→ **THE PROBLEM**
In the data below, find each line carrying the string "STRASSE" and copy it out.

→ **DATA TO PROCESS**
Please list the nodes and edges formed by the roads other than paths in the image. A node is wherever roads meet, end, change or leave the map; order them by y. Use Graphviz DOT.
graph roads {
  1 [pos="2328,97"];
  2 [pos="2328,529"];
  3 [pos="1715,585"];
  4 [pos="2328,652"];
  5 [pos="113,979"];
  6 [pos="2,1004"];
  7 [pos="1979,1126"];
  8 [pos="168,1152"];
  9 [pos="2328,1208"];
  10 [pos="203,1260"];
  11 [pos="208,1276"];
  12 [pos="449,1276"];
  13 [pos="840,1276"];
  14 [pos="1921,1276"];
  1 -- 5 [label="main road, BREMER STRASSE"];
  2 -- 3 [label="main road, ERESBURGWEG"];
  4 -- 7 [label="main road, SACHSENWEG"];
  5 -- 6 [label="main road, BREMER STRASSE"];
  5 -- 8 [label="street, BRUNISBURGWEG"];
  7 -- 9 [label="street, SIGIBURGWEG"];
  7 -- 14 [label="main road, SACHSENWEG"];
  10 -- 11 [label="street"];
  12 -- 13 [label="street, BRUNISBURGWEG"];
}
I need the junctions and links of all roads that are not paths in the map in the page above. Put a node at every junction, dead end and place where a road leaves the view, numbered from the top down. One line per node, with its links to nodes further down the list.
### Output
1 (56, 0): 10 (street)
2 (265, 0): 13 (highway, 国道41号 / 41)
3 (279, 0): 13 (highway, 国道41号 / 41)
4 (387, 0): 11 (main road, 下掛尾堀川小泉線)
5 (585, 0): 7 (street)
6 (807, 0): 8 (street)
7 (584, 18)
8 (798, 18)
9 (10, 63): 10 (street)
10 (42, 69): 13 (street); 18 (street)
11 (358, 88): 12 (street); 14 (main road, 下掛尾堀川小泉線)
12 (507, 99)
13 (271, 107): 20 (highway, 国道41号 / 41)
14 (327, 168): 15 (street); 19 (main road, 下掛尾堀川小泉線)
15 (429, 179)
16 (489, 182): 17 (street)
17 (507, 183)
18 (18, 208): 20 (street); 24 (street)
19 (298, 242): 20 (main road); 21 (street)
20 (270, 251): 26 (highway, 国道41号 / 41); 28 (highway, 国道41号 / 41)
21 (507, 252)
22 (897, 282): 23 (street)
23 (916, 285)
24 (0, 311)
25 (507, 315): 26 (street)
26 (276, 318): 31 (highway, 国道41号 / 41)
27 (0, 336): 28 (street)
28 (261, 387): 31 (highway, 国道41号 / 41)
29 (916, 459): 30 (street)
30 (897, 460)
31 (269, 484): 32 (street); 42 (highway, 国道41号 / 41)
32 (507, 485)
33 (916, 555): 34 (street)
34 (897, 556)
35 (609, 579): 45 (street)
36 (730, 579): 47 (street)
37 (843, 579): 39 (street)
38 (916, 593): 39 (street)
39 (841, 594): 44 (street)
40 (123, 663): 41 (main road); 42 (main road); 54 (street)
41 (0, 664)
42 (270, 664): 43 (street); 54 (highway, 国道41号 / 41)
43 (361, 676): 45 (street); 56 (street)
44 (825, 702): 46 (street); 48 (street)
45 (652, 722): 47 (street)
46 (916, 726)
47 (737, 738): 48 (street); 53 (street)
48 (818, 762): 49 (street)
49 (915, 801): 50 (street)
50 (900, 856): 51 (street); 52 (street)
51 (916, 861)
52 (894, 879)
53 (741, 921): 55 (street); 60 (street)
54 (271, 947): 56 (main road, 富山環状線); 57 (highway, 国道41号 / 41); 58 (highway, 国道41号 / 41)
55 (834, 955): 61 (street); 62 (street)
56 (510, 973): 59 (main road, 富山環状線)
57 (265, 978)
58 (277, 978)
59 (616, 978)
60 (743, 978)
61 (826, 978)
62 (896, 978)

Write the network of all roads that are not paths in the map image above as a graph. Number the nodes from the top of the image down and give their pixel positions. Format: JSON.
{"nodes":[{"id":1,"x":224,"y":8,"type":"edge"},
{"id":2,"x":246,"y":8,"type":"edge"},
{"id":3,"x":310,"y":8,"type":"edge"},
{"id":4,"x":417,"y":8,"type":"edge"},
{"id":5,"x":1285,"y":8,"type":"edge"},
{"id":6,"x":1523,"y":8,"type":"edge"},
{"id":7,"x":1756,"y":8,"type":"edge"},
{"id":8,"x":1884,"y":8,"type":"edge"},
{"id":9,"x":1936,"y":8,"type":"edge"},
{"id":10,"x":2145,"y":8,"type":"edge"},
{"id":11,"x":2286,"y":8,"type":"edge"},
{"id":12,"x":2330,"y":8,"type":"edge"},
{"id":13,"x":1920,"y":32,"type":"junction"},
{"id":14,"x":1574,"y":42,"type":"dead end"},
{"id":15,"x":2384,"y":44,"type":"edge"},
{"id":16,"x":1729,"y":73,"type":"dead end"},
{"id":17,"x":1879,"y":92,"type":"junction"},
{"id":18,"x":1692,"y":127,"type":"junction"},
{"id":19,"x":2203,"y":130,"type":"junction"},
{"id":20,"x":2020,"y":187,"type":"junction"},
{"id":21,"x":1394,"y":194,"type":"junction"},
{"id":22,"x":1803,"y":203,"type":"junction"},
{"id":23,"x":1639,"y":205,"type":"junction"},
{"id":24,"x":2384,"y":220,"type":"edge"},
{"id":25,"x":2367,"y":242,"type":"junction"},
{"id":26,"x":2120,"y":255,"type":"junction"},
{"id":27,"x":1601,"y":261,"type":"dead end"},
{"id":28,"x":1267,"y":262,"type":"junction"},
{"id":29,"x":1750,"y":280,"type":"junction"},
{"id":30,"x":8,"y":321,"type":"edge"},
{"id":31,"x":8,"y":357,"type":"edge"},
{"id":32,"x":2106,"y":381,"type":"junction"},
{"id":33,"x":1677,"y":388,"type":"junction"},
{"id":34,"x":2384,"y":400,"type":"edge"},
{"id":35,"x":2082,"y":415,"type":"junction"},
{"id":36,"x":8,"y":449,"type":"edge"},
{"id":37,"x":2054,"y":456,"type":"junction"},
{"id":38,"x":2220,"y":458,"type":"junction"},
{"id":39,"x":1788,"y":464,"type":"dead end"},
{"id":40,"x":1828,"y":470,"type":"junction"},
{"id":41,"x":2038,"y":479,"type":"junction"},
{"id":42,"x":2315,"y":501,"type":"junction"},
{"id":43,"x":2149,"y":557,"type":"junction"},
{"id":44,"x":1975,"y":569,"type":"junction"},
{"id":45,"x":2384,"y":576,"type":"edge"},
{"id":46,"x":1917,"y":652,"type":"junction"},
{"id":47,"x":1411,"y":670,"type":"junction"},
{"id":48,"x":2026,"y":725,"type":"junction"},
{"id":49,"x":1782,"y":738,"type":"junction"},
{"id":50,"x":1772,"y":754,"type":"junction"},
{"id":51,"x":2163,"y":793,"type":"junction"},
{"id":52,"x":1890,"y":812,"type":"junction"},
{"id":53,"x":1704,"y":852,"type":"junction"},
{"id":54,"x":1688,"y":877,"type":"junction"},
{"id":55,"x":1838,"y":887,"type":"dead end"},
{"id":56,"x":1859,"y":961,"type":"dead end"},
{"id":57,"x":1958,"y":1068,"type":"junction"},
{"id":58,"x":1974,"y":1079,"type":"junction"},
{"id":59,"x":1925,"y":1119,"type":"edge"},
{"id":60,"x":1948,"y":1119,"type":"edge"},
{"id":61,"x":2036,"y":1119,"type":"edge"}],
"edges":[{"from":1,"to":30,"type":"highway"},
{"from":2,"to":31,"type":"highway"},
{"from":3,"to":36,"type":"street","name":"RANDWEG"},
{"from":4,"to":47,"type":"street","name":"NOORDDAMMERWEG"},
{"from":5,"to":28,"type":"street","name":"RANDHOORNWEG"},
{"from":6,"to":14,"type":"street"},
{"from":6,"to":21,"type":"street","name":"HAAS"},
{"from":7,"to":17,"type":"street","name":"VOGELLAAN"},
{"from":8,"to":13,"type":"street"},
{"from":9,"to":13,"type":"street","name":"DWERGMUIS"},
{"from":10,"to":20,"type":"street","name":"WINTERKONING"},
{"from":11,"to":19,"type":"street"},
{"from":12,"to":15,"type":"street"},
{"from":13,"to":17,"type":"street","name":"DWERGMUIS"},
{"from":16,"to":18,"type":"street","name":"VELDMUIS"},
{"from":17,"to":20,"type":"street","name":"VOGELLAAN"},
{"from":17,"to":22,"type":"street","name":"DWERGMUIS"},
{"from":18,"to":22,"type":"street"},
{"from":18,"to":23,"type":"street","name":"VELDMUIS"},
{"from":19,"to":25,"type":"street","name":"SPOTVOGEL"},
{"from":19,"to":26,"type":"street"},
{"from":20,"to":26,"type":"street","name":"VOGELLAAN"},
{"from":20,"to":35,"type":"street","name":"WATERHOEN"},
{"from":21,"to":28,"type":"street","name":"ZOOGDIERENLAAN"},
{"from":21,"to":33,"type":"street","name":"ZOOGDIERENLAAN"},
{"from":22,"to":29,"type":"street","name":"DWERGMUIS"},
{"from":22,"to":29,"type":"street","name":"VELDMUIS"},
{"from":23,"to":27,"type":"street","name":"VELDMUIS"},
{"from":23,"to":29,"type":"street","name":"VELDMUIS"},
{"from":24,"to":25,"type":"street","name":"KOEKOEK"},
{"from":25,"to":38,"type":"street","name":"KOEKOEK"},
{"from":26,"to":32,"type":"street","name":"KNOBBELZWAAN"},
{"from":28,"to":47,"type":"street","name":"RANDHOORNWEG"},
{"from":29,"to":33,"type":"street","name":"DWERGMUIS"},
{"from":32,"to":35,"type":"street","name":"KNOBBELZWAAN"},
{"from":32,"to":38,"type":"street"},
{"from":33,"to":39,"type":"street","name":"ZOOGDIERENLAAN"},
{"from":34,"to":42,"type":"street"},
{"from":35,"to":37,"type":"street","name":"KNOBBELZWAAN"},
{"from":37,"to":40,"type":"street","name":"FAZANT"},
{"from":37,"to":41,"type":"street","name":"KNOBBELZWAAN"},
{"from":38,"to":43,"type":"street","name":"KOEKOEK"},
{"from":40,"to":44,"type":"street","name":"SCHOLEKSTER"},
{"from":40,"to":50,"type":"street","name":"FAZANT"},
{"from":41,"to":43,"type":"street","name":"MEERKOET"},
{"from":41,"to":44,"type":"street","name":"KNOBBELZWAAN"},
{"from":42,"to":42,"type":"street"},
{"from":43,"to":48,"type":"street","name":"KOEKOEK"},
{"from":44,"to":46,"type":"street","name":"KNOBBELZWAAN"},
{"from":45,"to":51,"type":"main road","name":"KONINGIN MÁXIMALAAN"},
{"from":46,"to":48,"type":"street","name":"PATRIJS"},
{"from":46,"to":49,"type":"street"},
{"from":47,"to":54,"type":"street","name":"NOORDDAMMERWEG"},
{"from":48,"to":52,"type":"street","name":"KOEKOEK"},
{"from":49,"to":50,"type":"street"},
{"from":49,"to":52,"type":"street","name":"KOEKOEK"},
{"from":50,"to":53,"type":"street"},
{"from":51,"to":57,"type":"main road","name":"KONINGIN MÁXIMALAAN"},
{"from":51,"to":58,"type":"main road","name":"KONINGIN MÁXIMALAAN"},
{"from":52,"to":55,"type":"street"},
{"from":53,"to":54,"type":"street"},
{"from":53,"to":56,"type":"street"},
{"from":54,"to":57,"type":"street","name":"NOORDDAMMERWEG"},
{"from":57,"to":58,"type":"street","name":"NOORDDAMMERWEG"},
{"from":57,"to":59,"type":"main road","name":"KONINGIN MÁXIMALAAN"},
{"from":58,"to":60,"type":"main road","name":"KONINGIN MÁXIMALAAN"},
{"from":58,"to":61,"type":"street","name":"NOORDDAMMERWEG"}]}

→ **EXERCISE OUTPUT**
  1 -- 5 [label="main road, BREMER STRASSE"];
  5 -- 6 [label="main road, BREMER STRASSE"];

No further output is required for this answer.